Putsch ‘79, Samasavel
It can’t be much fun being cloaked in solid darkness 24 hours a day for months on end, but then the prospect of experiencing equally tedious endless daylight can’t exactly be appealing either. But so it is for Sami Liuski and Pauli Jylhankangas who, based in the northern climes of Finland, put up with the dual aspects of luminosity and murk for long stretches of time. Perhaps to counter the the interminable winters or rather to celebrate the wonder of boundless sunshine they create warm, ebullient electro/disco sounding like it’s been beamed in directly from the early ’80’s.
Kuedo, Starfox EP
With production partner Roly Porter, Jamie Vex’d released a respectable number of sides for the likes of Planet Mu and Subtext, though for the past year or so he has been going solo. Under his own steam he has also been moving away from the DMZ-styled low end rumblers and in to more experimental territory, highlighted by last year’s In System Travel EP and this new work under the name Kuedo.
Hell ft. Bryan Ferry, U Can Dance
Taken from Hell’s ambitious double album Teufelswerk, “U Can Dance” unapologetically looks back at electroclash with rose tinted glasses, Bryan Ferry lacing the track with his languid, lounge lizard tones. Hell’s original (with help from Peter Kruder and Christian Prommer from Trüby Trio on programming) starts off strong, merging icy cool, arpeggiated synths with Ferry’s equally frosty serenade to a club nymph. Though clocking in at nearly ten minutes, it is in danger of overstaying its welcome after two thirds of the way through.

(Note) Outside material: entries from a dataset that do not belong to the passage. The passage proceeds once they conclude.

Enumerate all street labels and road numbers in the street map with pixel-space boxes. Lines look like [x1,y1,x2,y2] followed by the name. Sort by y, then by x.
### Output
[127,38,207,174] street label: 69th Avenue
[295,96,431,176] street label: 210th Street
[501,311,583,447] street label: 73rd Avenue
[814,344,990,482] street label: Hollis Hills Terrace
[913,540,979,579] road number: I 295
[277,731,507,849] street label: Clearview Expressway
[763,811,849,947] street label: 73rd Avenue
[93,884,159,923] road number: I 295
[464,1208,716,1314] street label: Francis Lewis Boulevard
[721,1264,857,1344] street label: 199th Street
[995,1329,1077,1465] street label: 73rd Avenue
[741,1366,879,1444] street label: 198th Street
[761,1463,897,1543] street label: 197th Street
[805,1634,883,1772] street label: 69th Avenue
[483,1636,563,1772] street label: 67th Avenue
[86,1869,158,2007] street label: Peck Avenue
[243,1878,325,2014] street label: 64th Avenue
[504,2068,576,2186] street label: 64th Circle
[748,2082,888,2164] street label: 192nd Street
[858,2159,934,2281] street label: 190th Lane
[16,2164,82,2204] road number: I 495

The keyboards start getting a little cheesy and Ferry has long since left the vocal booth, presumably in search for a cigarette or a martini; in any case the magic is over by the six minute mark or so.
BBH: V/A, Detroit: Beyond the Third Wave
There have been plenty of Detroit techno compilations over the years; True People would probably rate as my favorite for its sheer comprehensiveness and myriad pieces of vinyl, though its spot at number one has often been contested in my mind by this compilation on Astralwerks which came out the same year in 1996. Packed with ten tracks of exclusive material from the creme of Detroit’s third wave of techno producers, it showcases their many different sides, from deep and hypnotic through to raw, jacking soul and clinical, electro funk. Though many of the producers on the album were familiar to me already, there were others like Ectomorph, Will Web, and Mode Selector I was discovering for the first time. Throughout it all can be heard strains from their mentors mixed in with the new directions in which these younger guns were taking the music.